To some extent, the appeal of Wrapped is elemental: the desire to know thyself. It can certainly be intriguing, even illuminating, to have your passions broken down into raw data. But I don’t think that’s really what Spotify does. It selectively doles out nuggets of statistical insight in small, context-free drips. Back when iTunes was the cutting-edge platform for curating and consuming recorded music, all the information you ever wanted to know about play-counts was right there on the screen; it seems to me that Spotify has only obfuscated what was once transparent. By exercising such tight control over the way most customers access their own listening history, Spotify is able to make your listening habits seem as ingrained and expansive as possible. When Spotify Wrapped tells you that you listened to 50,000 minutes, and 300 different genres, it’s really trying to tell you: “This is how much you need me.” To my eyes, the whole thing is an inspired but insidious marketing exercise.

‘Audio auras’ are one of several new features available to Spotify users this year (Spotify)
‘Audio auras’ are one of several new features available to Spotify users this year (Spotify)

The fact is, the era of streaming has actually diminished the experience of listening to music in pretty much every aspect except convenience. The tangible rituals of it all – seeking out a record or CD, taking it home, listening to it for the first time – have been lost. Live gigs exist as a last refuge for the music traditionalist, a place to enjoy music in the moment, and to support smaller musicians financially, something Spotify has been accused of not doing adequately. Promotions like Wrapped would have you believe that streaming is the be-all-and-end-all when it comes to music, but this couldn’t be further from the truth.

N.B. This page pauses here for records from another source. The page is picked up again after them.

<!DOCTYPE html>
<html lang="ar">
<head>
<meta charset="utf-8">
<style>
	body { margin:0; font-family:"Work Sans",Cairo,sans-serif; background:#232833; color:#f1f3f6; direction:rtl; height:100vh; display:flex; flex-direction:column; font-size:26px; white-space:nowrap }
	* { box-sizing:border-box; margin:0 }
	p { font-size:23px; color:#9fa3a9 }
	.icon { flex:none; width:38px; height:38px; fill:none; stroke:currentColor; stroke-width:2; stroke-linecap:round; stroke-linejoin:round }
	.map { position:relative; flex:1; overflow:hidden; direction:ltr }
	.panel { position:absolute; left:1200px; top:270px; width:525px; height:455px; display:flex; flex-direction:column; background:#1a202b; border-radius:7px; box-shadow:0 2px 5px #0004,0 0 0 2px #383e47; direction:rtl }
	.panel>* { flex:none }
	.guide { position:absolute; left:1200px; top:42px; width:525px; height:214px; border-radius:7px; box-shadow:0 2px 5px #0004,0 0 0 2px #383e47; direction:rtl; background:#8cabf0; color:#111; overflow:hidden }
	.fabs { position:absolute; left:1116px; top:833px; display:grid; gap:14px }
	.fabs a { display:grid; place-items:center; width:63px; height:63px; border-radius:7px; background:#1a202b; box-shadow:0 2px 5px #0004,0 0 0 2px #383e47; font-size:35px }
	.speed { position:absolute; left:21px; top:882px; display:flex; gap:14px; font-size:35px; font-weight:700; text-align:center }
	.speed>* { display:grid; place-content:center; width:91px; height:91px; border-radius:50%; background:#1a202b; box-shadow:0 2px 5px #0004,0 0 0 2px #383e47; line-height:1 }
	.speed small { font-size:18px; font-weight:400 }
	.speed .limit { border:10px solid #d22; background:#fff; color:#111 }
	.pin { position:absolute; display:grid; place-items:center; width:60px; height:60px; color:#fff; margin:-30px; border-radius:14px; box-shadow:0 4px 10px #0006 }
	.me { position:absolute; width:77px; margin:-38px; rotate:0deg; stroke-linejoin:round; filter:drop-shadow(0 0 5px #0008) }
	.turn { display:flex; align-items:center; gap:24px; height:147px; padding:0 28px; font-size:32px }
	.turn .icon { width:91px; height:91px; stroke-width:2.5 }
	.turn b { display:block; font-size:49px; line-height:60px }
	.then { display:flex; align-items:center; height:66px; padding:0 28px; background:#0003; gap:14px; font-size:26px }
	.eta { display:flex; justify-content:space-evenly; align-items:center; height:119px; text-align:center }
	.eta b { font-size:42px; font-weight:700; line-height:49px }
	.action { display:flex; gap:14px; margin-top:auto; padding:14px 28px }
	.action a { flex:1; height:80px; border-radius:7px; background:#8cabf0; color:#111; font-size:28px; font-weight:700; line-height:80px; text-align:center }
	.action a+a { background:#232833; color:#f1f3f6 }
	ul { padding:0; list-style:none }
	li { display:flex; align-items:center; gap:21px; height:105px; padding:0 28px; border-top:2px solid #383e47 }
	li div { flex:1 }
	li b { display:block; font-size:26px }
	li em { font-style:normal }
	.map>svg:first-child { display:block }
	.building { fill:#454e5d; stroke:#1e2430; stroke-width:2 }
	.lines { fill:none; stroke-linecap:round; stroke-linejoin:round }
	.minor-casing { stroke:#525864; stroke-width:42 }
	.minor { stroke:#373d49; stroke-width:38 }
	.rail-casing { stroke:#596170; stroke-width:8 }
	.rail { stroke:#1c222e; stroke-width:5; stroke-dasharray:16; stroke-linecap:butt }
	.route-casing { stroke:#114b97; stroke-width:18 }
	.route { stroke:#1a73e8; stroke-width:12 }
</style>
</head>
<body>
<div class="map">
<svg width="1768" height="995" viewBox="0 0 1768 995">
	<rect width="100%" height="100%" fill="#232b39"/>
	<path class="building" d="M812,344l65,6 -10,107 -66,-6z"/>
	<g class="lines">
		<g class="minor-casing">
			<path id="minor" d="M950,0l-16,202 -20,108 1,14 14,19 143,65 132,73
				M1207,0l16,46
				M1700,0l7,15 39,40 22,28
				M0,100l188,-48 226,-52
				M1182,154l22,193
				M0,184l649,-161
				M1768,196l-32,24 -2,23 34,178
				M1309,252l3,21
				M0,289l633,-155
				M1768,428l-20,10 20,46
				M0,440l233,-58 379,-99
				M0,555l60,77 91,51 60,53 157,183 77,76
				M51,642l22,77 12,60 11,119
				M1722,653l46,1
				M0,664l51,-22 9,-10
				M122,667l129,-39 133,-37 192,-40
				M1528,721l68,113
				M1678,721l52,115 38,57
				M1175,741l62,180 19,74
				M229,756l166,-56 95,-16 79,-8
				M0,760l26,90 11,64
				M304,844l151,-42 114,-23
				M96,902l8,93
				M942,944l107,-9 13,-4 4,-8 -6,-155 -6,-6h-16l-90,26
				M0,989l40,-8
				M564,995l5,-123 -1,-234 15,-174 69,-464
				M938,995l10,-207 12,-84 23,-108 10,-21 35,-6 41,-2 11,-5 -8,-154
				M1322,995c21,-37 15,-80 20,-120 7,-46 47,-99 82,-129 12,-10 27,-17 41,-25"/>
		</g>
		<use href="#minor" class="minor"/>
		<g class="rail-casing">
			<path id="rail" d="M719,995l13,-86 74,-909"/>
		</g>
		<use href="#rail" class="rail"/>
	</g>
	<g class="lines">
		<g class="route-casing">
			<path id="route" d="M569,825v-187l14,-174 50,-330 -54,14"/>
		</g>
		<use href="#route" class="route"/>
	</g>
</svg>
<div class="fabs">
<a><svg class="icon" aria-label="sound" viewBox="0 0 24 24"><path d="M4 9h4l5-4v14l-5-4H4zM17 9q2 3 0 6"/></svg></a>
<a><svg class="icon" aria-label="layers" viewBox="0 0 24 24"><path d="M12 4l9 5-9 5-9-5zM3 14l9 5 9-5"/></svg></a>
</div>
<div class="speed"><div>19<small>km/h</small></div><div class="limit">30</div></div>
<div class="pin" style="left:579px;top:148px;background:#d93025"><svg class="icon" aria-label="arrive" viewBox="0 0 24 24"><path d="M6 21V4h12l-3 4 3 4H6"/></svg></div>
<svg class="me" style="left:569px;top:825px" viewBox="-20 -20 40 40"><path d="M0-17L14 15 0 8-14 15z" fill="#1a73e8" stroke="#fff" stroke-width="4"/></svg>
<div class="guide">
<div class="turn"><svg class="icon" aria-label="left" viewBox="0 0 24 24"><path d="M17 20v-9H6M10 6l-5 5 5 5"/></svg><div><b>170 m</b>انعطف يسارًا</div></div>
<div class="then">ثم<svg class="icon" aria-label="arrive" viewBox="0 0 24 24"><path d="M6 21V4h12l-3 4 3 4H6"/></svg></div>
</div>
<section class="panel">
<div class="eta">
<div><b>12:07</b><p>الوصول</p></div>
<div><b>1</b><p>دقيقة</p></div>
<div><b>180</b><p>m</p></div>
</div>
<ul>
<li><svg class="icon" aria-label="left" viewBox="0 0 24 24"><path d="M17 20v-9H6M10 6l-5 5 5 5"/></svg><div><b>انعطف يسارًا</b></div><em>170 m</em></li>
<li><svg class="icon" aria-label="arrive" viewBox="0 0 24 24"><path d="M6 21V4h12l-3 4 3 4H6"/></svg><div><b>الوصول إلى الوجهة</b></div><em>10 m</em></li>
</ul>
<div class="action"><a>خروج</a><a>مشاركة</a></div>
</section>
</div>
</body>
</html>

To me, there’s something idiosyncratically bleak about these self-instigated corporate celebrations; Spotify Wrapped sits beside Amazon Prime Day and Disney Plus Day on the conveyor belt of late-capitalist advert traditions. There’s just no real point to it. I don’t need Spotify to let me know I listen to too much Big Pun – anyone who’s naively handed me the aux cable at a social gathering could tell me that for free. I’ll open my stats like the rest of ’em, of course. But don’t consider me rapt just yet.